It's time to catch up on our Christmas activities this year. I hadn't posted the tree yet, so here it is:
Christmas day broke our 5 day string of snow shoeing in the ravine behind our house. Here are some pics of Rowan and I from Christmas Eve:
In our backyard before we set out. The ravine is about 12 acres of woods between us and the University golf course. Four separate gulllies all come together back there. Winter is about the only time you can really get in, its too wet otherwise. We have seen deer and turkey there this winter.
At the bottom
Walking in the creek bed.
Christmas morning was just us. Laurel got a wren house. Here we are putting it together.
Lisa has quite a collection of pottery, and especially loves pitchers. Here is a small one I gave her this year.
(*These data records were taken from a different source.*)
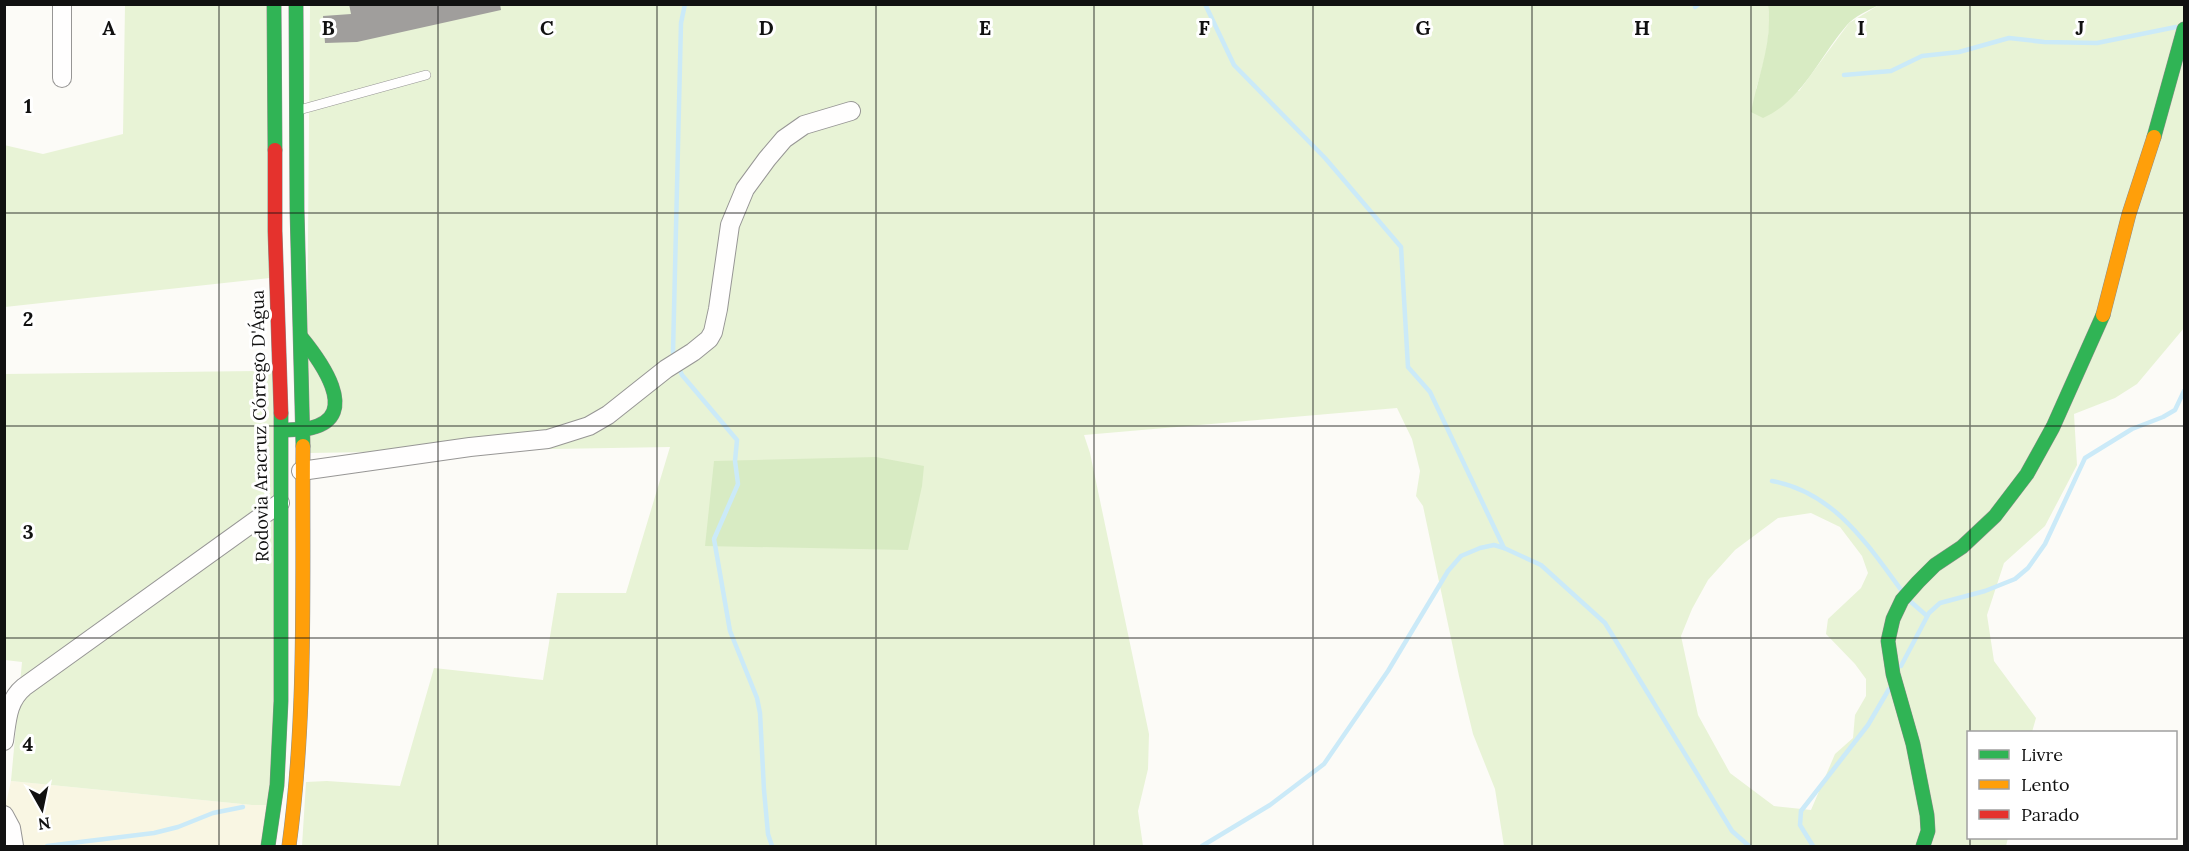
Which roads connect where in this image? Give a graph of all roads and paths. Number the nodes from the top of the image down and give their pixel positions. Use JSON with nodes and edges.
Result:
{"nodes":[{"id":1,"x":62,"y":4,"type":"edge"},
{"id":2,"x":274,"y":4,"type":"edge"},
{"id":3,"x":296,"y":4,"type":"edge"},
{"id":4,"x":2184,"y":29,"type":"edge"},
{"id":5,"x":426,"y":75,"type":"dead end"},
{"id":6,"x":62,"y":78,"type":"dead end"},
{"id":7,"x":296,"y":111,"type":"junction"},
{"id":8,"x":851,"y":111,"type":"dead end"},
{"id":9,"x":301,"y":337,"type":"junction"},
{"id":10,"x":281,"y":430,"type":"junction"},
{"id":11,"x":303,"y":431,"type":"junction"},
{"id":12,"x":301,"y":471,"type":"junction"},
{"id":13,"x":280,"y":503,"type":"junction"},
{"id":14,"x":4,"y":741,"type":"edge"},
{"id":15,"x":4,"y":815,"type":"edge"},
{"id":16,"x":14,"y":846,"type":"edge"},
{"id":17,"x":268,"y":846,"type":"edge"},
{"id":18,"x":290,"y":846,"type":"edge"},
{"id":19,"x":1923,"y":846,"type":"edge"}],
"edges":[{"from":1,"to":6,"type":"street"},
{"from":2,"to":10,"type":"main road","name":"Rodovia Aracruz Córrego D'Água"},
{"from":3,"to":7,"type":"main road"},
{"from":4,"to":19,"type":"main road"},
{"from":5,"to":7,"type":"lane"},
{"from":7,"to":9,"type":"main road"},
{"from":8,"to":12,"type":"street"},
{"from":9,"to":11,"type":"main road"},
{"from":9,"to":11,"type":"main road"},
{"from":10,"to":11,"type":"main road"},
{"from":10,"to":13,"type":"main road","name":"Rodovia Aracruz Córrego D'Água"},
{"from":11,"to":12,"type":"main road"},
{"from":12,"to":18,"type":"main road"},
{"from":13,"to":14,"type":"street"},
{"from":13,"to":17,"type":"main road","name":"Rodovia Aracruz Córrego D'Água"},
{"from":15,"to":16,"type":"street"}]}
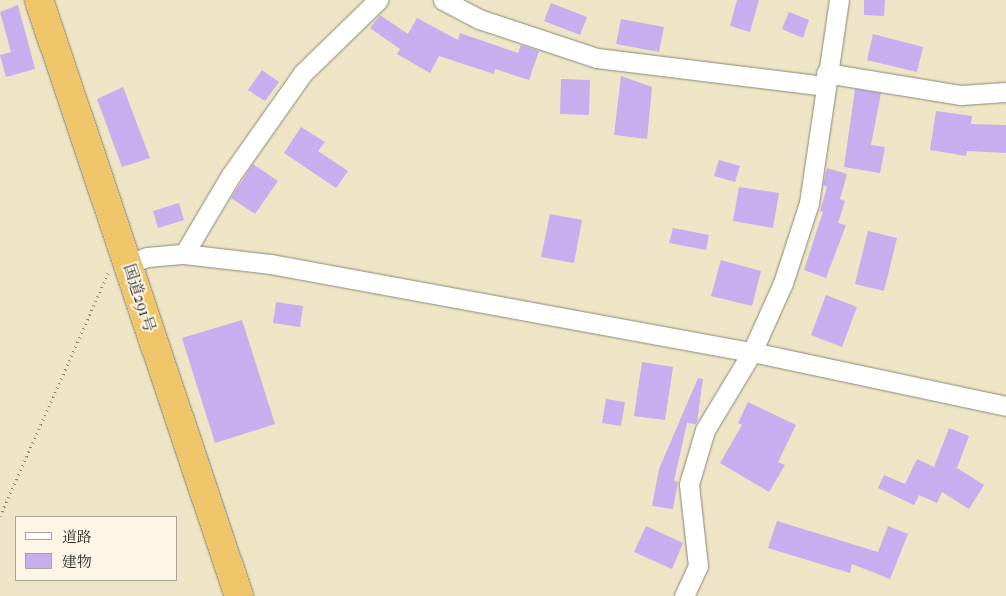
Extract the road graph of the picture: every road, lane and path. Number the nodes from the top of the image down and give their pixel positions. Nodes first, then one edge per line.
1 (39, 0) edge
2 (378, 0) edge
3 (443, 0) edge
4 (839, 0) edge
5 (825, 79) junction
6 (1006, 92) edge
7 (184, 254) junction
8 (128, 264) junction
9 (752, 352) junction
10 (1006, 406) edge
11 (0, 516) edge
12 (238, 596) edge
13 (684, 596) edge

1 - 8 highway, 国道291号
2 - 7 street
3 - 5 street
4 - 5 street
5 - 6 street
5 - 9 street
7 - 8 street
7 - 9 street
8 - 11 path
8 - 12 highway, 国道291号
9 - 10 street
9 - 13 street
Lisa's family from Rock Island, Illinois, came for dinner. Since my family had come already last Sunday and we had turkey then, we decided to do a roast. We had never cooked a roast, so thankfully my 1950 Betty Crocker cookbook explains everything. We got an 8 pound top round roast. There were 11 of us for dinner, slightly smaller than the 15 we had with my family, but both below our crowd of 22 we had at Thanksgiving 2005.
The butternut squash in the picture above (bright orange squares) was from our garden as were the potatoes. While we were getting dinner ready I read to Lisa "A Christmas Dinner Without a Maid" a reprint from The Ladies Home Journal, 1905, which I had found at the Arts and Crafts Society website. We were both laughing over things we remember our grandparents doing for holiday dinners that seemed to come right from this article! Lisa said her grandmother always wrapping up the celery to make it keep longer, I told her my grandmother always served nuts and mints with coffee after dessert.
It was a wonderful holiday of good memories.